Hostplus, a leading Australian pension fund managing around $105 billion in retirement assets, is evaluating ways to offer Bitcoin and digital asset investment options. Sam Sicilia, Chief Investment Officer, stated that the fund has recently faced increasing member demand for access to crypto. As one of the largest superannuation funds serving mainly hospitality and tourism workers, Hostplus has traditionally focused on stable, long-term investments, but is now considering how to allow crypto exposure safely within its product range.
Hostplus Considers Crypto Via ChoicePlus Platform
Hostplus is exploring whether to make Bitcoin and other digital assets available through its ChoicePlus investment option. ChoicePlus gives members greater control in building their own retirement portfolios and currently represents about 1% of the fund’s assets. Sicilia shared that member interest in crypto is regularly communicated, but any offering would need to be implemented with a focus on security and risk management, given the fund’s fiduciary duties.
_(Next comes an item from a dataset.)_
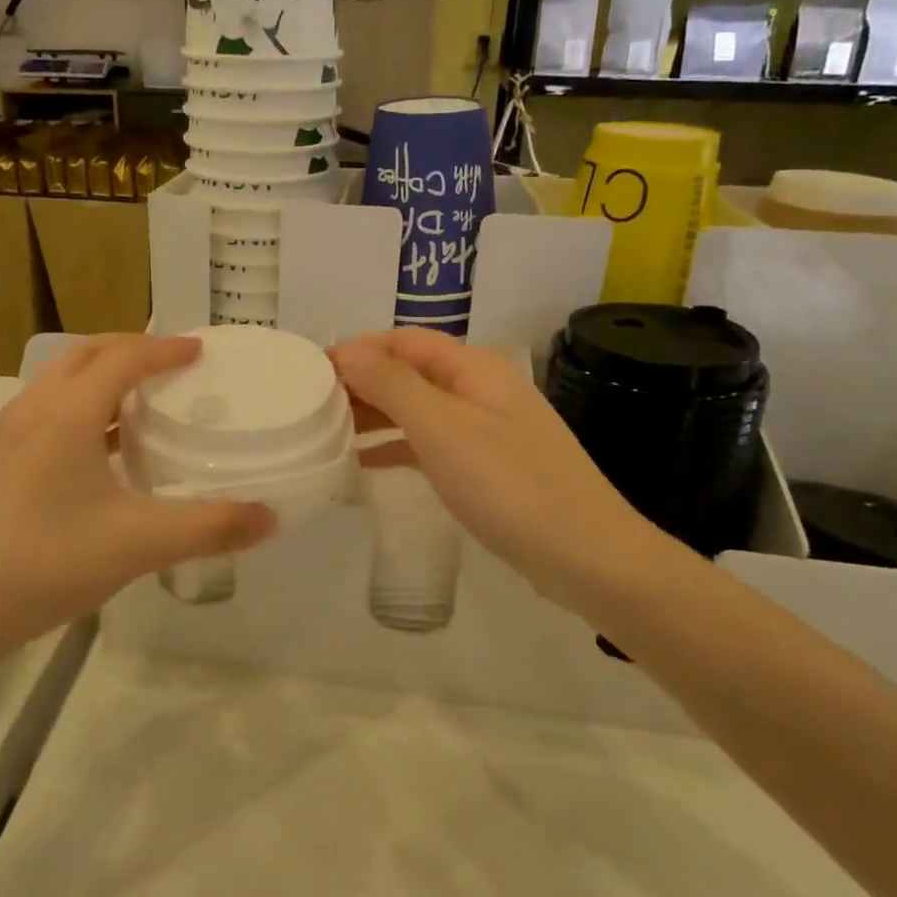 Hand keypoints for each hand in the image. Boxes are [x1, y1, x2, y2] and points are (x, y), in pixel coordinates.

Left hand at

Hostplus management acknowledged ongoing requests from contributors eager to see cryptocurrencies included as an investment option. Sicilia emphasized the need to balance growing member enthusiasm with the safety, stability, and longevity required for retirement strategies.
While crypto allocations remain rare among major Australian superannuation funds, there has been movement in the sector. Earlier in 2024, AMP Super introduced a small Bitcoin futures allocation amounting to 0.05% of its $60 billion in assets, highlighting mounting institutional interest yet ongoing caution in taking on digital assets for retirement portfolios.
Global Pension Funds Tread Carefully With Digital Assets
The trend of pension fund engagement with cryptocurrencies extends beyond Australia. International crypto exchanges such as Coinbase and OKX have started to design products intended for institutions and pension managers, aiming to introduce regulated exposure to digital assets.
Global interest in Bitcoin as an asset class continues to rise, with some investors seeing it as a store of value or potential inflation hedge. Retirement funds worldwide, however, remain cautious. Most large funds, including Australia’s largest, AustralianSuper, are reportedly observing developments while refraining from major investments in crypto.
Self-Managed Superannuation Funds serve as the main route for Australians to access crypto in retirement savings, enabling individuals to control investment decisions directly. As of March 2025, such accounts held approximately A$1.7 billion in digital assets—a nearly sevenfold increase in recent years, reflecting broader adoption pressure on mainstream funds.
In Latin America, the Colombian pension manager Proteccion SA has announced plans for a Bitcoin-linked retirement product. President Juan David Correa has clarified that participation will involve strict risk protocols, with mandatory individual reviews for potential investors. These measures aim to limit loss exposure and align with the risk-averse priorities of pension management.
Amid growing member interest and evolving institutional infrastructure, pension funds are attempting to assess crypto’s potential as part of retirement strategies. Hostplus stated it will keep reviewing digital asset options, underscoring that any decision will prioritize the security of members’ long-term savings over establishing a position in the rapidly changing crypto market.